In my last post I translated a piece by Keiko Matsunaga about Gion and Chrysanthemums. Here, Matsunaga-sensei gives her recipe and technique for making turnips look like chrysanthemums, which is not only a delicious seasonal recipe but also provides practice in perfecting the skills of knife-handling. Following the recipe I have added a video to demonstrate the technique. You can also read more about “chysanthemum turnip” pickles at Kyoto Foodie.
Matsunaga-sensei’s Kikka-kabura (Chrysanthemum Turnips)
1 large turnip
3 pieces of konbu, each about 3cms square
2-3 small dried chillies
Sweetened rice vinegar, made by adding 35gm of sugar per 100ml of rice vinegar
Preparing the turnip:
1. Cut the greens off the top of the turnip, and after washing the turnip thoroughly, peel it and then cut it in half lengthways.
2. Cut a slice about 2.5cm from the top end.
3. About 5mm inside the skin side, you’ll see a ring line.
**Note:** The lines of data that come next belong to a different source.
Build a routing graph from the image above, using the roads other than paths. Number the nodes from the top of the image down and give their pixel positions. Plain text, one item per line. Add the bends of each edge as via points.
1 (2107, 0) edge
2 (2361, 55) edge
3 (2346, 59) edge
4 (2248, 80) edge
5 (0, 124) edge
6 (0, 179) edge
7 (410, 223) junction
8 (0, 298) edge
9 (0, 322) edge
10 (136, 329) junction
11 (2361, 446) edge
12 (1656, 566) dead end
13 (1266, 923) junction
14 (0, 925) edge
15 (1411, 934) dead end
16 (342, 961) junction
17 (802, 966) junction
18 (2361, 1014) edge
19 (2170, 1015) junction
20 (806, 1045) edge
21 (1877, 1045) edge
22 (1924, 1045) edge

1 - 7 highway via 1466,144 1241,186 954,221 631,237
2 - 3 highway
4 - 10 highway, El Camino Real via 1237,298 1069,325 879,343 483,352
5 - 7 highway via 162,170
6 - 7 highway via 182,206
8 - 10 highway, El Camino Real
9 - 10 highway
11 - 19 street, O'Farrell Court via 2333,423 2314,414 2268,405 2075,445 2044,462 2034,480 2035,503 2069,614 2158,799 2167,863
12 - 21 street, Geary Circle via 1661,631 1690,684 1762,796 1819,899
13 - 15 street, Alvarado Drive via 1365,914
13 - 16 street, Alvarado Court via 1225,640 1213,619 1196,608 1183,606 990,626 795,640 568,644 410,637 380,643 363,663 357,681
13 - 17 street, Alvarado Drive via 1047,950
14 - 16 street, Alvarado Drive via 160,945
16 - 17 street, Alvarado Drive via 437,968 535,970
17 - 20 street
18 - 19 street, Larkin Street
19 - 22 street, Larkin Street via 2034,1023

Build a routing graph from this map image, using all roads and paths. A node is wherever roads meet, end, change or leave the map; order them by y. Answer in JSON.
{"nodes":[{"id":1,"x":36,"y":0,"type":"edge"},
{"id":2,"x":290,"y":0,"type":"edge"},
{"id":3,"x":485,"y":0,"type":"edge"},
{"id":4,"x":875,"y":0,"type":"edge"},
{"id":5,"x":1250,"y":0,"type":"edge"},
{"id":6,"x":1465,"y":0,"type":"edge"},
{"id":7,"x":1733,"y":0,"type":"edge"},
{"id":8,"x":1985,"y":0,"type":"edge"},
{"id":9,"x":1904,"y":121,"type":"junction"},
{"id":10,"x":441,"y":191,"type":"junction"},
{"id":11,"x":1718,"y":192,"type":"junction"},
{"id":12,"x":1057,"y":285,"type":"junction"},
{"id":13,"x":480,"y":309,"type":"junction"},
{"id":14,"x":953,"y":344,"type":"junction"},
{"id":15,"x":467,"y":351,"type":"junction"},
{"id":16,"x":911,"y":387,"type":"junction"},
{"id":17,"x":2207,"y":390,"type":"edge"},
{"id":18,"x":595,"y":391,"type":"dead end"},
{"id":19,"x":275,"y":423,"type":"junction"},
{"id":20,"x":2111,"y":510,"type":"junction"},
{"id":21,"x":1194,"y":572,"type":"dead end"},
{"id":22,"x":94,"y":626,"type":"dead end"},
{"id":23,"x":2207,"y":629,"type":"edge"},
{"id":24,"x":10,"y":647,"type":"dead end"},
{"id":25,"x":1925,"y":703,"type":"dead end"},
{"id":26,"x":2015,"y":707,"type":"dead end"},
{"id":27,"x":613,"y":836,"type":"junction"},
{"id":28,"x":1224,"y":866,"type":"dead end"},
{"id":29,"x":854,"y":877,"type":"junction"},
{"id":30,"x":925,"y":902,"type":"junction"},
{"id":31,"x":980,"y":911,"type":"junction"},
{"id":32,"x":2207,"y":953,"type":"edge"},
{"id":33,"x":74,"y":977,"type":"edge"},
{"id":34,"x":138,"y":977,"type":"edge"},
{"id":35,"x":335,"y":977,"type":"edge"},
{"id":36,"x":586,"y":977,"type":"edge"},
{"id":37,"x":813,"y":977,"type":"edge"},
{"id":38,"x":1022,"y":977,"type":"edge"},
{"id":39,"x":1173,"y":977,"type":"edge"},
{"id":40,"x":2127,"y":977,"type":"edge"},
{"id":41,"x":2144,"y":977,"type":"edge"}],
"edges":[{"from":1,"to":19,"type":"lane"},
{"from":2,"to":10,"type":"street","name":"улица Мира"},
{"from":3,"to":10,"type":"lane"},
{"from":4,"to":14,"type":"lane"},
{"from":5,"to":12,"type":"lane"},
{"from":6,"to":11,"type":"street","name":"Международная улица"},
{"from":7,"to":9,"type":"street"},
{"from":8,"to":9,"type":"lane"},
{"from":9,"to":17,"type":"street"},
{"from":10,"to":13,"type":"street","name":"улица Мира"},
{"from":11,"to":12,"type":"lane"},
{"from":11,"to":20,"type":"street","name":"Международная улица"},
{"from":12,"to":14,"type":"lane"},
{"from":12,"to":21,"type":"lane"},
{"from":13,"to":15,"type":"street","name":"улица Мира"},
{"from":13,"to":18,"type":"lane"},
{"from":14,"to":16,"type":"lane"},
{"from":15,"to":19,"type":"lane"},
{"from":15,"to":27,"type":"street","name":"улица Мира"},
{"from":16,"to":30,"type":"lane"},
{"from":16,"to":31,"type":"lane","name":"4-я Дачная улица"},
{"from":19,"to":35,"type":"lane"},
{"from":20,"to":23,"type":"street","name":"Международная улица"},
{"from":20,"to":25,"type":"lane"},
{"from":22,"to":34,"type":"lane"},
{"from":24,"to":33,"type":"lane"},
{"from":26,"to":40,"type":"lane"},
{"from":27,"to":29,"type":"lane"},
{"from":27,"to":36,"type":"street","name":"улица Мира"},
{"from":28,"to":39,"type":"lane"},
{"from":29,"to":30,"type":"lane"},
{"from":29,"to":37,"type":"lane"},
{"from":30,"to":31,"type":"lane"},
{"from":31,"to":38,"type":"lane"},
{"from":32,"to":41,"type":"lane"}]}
No matter how long you boil the turnip, this fibrous outer ring won’t soften, so cut back to that line (don’t discard this outer cutting though – you can use it in other recipes).
4. Place the turnip slice flat and make fine lengthways incisions close together all along the slice, cutting about 2/3 into the thickness, being careful not to cut all the way through.
5. Turn the turnip slice around 90° and do the same thing widthways.
6. Carefully turn the turnip up-side-down, with the cuts on the bottom, and then cut the turnip slice into 2cm wide squares
Directions for making Chrysanthemum Turnip pickles:
1. Take the turnip squares you’ve prepared as per above and weigh them. Calculate 2% of the weight and that is how much salt you are going to need to use. Cover the turnips with salt and put aside for 30 minutes to an hour, so that the turnips soften. Then drain off the excess moisture from the turnips.
2. Rinse thoroughly in running water, then gently squeeze out the water, being careful not to disturb the fine cuts.
3. Add the konbu and the dried chillies to the sweetened vinegar and then put the turnips in the vinegar and leave them in the refrigerator for 1 to 2 days to pickle.
4. To serve, separate out the little ‘petals’ so that it looks like a chrysanthemum, and add a thin slice of chilli in the middle for garnish.
In this video, the cook shows us a nifty trick to prevent the knife from cutting all the way through the turnip by using chopsticks.
In this blog Matsunaga-sensei talks about the Kankakuni Ceremony and the art of decorative garnishing [mukimono] in Kyoto cuisine.
On November 8th, a ceremony is performed to honour the poet and playwright Isamu Yoshii (1886-1960), who was a much-loved patron of Gion. Just near to the Tatsumi Bridge that crosses the Shirokawa River in Gion, the maiko and geisha from this area offer white chrysanthemums at a stone monument that has a poem by Isamu engraved on it, and later there is a reception where matcha and soba are served. This natural stone monument was erected to celebrate Yoshii Isamu’s 70th birthday on the 8th of November, 1955. The name of the ceremony “Kanikakuni” translates as “no matter what happens” and comes from the first line of Isamu’s poem that is carved into the rock:
No matter what happens
I yearn for Gion
Even when I sleep
The sound of water
Flows beneath my pillow
Here is a video of the Kanikakuni Ceremony (note the cacophany of cameras!)
Chrysanthemums are in season now, and I am reminded of the way that we carve vegetables into decorative shapes that include the chrysanthemum. In Kyoto cuisine, we always carve the yam in a hexagonal shape and we always carve the lotus root in the shape of a stylised chrysanthemum, but an autumn favourite is to carve the large Kyoto variety of turnip – shogoin-kabu – into a chrysanthemum (see recipe and video in the following blog). If you say that you are able to carve these kinds of decorations, it’s another way of saying that you’ve attained proficiency in handling a knife. In this industry, mastering the knife is the absolute foundation of the art of cooking. My eldest daughter, Kanae Yamamoto, is the head teacher of the elementary class at our cooking school, and watching the way the light glints off the blade of the knife as she deftly and swiftly carves these vegetables, I call her the “Carving Maestro”!